Talbot Concession: Dishonoring a Nation

  October 10, 2021   Read time 3 min
Talbot Concession: Dishonoring a Nation
In 1890 Näsir al-Dïn Shah granted another sweeping concession to a British subject, Major G. Talbot, for a period of fifty years. The prospective company was granted the exclusive right to sell in Iran and to export tobacco, cigars, cigarettes, and snuff.

Iranian producers and owners of such products would be compelled by the government to sell their products to the company immediately upon its formation. The company was exempted from all customs duties and taxes on all the materials necessary for its work. In return for all these privileges, the Shah would receive a fixed amount, £15,000 annually, and would also receive one-quarter of the company's annual profit after the deduction of all business expenses and after the payment of dividends of 5 per cent on its capital.

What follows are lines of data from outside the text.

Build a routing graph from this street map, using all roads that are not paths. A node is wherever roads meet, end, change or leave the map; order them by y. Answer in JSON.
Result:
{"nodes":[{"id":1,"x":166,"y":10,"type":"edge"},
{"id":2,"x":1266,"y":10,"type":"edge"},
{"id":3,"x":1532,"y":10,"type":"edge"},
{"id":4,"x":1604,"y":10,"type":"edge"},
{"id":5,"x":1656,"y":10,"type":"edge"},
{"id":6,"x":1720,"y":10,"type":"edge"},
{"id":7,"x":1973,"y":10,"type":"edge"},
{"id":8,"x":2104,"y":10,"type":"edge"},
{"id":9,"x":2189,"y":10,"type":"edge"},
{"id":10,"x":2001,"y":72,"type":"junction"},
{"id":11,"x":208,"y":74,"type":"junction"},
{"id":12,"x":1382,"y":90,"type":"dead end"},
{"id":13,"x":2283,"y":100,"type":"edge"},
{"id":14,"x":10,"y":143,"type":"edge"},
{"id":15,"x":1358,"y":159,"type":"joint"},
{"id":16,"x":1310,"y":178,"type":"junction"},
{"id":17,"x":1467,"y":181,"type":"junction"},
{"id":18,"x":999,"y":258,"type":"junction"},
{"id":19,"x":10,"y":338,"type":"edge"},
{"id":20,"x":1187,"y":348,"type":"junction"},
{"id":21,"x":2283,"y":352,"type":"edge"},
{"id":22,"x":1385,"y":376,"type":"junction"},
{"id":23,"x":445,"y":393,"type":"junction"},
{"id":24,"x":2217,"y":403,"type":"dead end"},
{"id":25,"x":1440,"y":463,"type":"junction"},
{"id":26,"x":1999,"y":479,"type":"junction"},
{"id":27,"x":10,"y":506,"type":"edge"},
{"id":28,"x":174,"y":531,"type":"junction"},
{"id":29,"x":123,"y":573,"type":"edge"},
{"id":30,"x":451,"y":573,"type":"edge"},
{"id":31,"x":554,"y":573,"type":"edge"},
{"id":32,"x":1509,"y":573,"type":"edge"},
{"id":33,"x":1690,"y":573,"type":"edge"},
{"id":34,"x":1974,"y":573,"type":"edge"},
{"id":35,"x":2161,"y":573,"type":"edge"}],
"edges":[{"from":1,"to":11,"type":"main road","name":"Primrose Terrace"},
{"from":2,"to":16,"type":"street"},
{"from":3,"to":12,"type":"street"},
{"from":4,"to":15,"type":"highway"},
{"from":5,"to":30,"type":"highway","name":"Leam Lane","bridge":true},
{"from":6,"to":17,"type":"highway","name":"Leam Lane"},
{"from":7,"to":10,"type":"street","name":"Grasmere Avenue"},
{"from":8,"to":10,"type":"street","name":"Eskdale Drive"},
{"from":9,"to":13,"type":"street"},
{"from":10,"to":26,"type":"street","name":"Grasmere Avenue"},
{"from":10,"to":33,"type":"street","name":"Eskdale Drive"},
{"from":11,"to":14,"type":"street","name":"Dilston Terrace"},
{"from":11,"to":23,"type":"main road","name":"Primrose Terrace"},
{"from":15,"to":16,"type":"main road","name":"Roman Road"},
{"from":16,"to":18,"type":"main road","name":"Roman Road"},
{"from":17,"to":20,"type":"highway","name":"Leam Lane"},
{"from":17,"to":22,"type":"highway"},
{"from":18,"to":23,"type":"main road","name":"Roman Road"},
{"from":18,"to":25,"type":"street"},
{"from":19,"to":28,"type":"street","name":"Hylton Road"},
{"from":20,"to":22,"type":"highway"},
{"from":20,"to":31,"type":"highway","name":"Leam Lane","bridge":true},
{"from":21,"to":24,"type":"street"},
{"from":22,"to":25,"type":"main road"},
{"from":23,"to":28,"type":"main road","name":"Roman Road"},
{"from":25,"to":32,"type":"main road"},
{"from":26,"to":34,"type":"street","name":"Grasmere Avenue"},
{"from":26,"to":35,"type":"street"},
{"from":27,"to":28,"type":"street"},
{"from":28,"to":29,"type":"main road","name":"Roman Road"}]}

The overly generous terms of this concession aroused the opposition of Russia, but more important was the resistance of the Iranians themselves. Both Western and Iranian writers regard the opposition to this concession as the first major milestone in the history of the national awakening in Iran. The people would not submit to being obliged to buy from a foreign corporation the tobacco which they themselves grew and gathered in. The Shah had, “for a comparatively insignificant personal profit, needlessly and recklessly saddled his long-suffering subjects with an intolerable burden.” The popular dissatisfaction first appeared among the people of Tabriz; it soon spread to Isfahan and Tehran. When the news of popular discontent reached Häj Mlrzâ Muhammad Hasan-i Shirâzî, a Mujtahid, he wrote to the Shah that the concession was contrary to the Koran. The Shah then considered modifying the terms of the concession by confining to the company only the sale of tobacco abroad.

This device failed to placate the demand of Häj Mirzâ Javàd of Tabriz, Äqä Najafy of Isfahan, and Häj Mirzâ Muhammad Hasan-i Shirâzî for the abrogation of the concession. Faced with the Shah’s stubborn resistance, Mirzâ Muhammad Hasan issued a fo tw ä enjoining the people to abandon smoking completely until the concession was cancelled. The response was overwhelming, and as a result the Shah had no alternative but to comply with the popular demand. As it turned out, however, the annulment of the concession led to even greater immediate economic and political difficulties for the country. The company demanded £650,000 as indemnity for its concession ; it finally obtained £500,000. The depleted Iranian treasury could not pay such a sum. The Shah had to borrow the compensation money from the British bank at 6 per cent interest.

While engaged in feeding and exploiting popular discontent over the tobacco concession, Russia acquired the railway concession mentioned earlier and also the consent of the Shah to establish the Banque d’Escompte de Perse (1891), a branch of the Russian Ministry of Finance and a part of the Central Bank of Russia.The bank was consciously used as a powerful instrument of Russian policy in Iran. In advancing loans the British bank had to consult the interests of its shareholders as it could not afford losses, but the Russian bank consulted “only the requirement of the policy it [had] been created to carry out, and was quite prepared to incur losses in promoting it ” In the years immediately after its establishment the bank began to wield increasing control over a number of princes, a few influential clergymen, and some merchants by providing them with loans on easy terms. Through such methods Russia by 1900 had nearly bought off the ruling elite in Iran.

In the same year Kitäbchi Khan, an Iranian customs official of Armenian origin, asked the former British Minister in Tehran, Sir Henry Drummond Wolff, who was then in Paris, to find someone in London who would be willing to invest in Iranian oil. Kitäbchi Khan's attention had just been called to the findings of a French archaeologist which had been published in Les annales des mines (1892) claiming that oil existed in the Qasir-i Shirin region near the Irano-Turkish border in Mesopotamia. Some time later Wolff, who had known Kitäbchi Khän in Iran during his mission at Tehran, summoned him to London. There Kitäbchi Khän explained his plan to William Knox D’Arcy, an adventurous British millionaire who had made his fortune as a shareholder in the mine of Mount Morgan in Australia.